As for the white lady, Ms. Roberts plays Alma like a coil wound so tightly it’s on the edge of exploding. She projects a guarded intellect that can burn like a laser ray when she wants it to – onto Hank, or a particularly sloppy student – but most often and most clearly has burned inwards, out of spite. Alma is furious that even as she never talks about herself, she cannot escape the fact that she is still there, existing in a body with manicured fingernails and a good haircut and still being judged. And not fairly judged either, let’s be honest. Where are the scenes of Hank getting judged? Let’s see Hank moping on a sofa and grappling with the knowledge of the harm he is capable of causing. Let’s see Hank being cruel to his partner. Let’s see Hank in the dean’s office trying to weasel out of this. Let’s focus on the man who actually caused the harm, instead of the women caught up in it.
Why are we so afraid of asking men to face up to the harm caused by sexual violence to women that we can’t even make a movie about it? Because we are afraid of the violence men are capable of and know that this question is a virtual guarantee of further violence. So it’s much safer to direct that anger onto the nearest woman. Even in movies. Even in movies directed by homosexual men. The cowardice is incredible.

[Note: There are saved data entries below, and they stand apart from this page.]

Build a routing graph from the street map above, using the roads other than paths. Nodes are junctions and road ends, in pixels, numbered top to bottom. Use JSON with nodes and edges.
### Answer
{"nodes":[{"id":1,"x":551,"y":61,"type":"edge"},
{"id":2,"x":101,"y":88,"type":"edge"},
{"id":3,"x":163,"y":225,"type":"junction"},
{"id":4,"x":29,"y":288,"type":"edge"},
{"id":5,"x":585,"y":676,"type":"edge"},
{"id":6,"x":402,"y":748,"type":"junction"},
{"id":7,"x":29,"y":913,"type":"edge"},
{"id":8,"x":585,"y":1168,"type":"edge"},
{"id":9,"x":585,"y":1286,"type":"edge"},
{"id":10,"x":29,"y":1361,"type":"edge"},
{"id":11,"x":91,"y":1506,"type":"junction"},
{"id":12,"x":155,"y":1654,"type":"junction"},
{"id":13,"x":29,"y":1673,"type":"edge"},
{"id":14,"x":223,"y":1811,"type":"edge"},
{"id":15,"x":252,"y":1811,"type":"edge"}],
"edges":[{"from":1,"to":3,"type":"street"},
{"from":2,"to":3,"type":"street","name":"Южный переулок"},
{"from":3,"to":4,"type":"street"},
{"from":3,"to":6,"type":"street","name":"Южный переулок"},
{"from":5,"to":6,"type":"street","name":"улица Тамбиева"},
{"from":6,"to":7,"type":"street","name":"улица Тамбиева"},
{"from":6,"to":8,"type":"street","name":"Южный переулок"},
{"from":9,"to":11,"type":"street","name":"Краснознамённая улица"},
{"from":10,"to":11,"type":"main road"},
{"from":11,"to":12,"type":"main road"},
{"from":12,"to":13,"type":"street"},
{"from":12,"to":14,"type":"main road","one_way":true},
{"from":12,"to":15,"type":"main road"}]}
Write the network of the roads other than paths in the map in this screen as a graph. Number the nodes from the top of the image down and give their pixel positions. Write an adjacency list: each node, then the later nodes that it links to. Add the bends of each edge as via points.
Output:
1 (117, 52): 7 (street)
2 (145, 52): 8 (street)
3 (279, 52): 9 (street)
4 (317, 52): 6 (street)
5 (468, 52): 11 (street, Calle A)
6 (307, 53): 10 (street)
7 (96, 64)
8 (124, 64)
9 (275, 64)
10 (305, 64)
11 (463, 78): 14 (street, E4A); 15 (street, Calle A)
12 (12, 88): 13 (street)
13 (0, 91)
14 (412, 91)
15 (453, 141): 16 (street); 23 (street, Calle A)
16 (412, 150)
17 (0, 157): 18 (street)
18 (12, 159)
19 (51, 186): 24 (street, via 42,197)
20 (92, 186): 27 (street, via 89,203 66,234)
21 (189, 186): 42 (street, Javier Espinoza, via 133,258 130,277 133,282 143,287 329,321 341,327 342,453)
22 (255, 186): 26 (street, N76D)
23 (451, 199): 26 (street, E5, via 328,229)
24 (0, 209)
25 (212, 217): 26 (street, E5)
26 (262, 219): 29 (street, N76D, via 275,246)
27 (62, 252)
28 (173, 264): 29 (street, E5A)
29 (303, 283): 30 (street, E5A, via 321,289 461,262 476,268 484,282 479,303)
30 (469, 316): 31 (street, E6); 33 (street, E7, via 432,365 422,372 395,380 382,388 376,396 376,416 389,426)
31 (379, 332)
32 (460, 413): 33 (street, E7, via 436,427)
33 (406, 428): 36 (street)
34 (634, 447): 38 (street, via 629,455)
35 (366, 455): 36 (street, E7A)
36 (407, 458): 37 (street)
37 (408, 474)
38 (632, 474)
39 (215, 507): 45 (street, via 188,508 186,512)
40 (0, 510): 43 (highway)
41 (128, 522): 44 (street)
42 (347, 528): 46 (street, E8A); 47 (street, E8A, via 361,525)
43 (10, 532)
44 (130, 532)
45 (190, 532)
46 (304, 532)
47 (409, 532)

And yet the movie’s worldview is most clearly expressed in the throwaway comment the dean makes to Alma about his executive assistant: “Be nice to Wendy. She still thinks what she does is important.” After the Hunt is about (white) women achieving power by weaponizing our identity and our traumas. It’s profoundly offensive to see all this talent in the service to something so reactionary, and it’s a dangerously boring direction for Mr. Guadagnino’s career. It bears repeating, no art designed to maintain the status quo is ever as good as it thinks it is. And no matter how we dress up the old philosophies, it is impossible to ignore the flaws of the old philosophers.
After the Hunt recently played at the Venice Film Festival.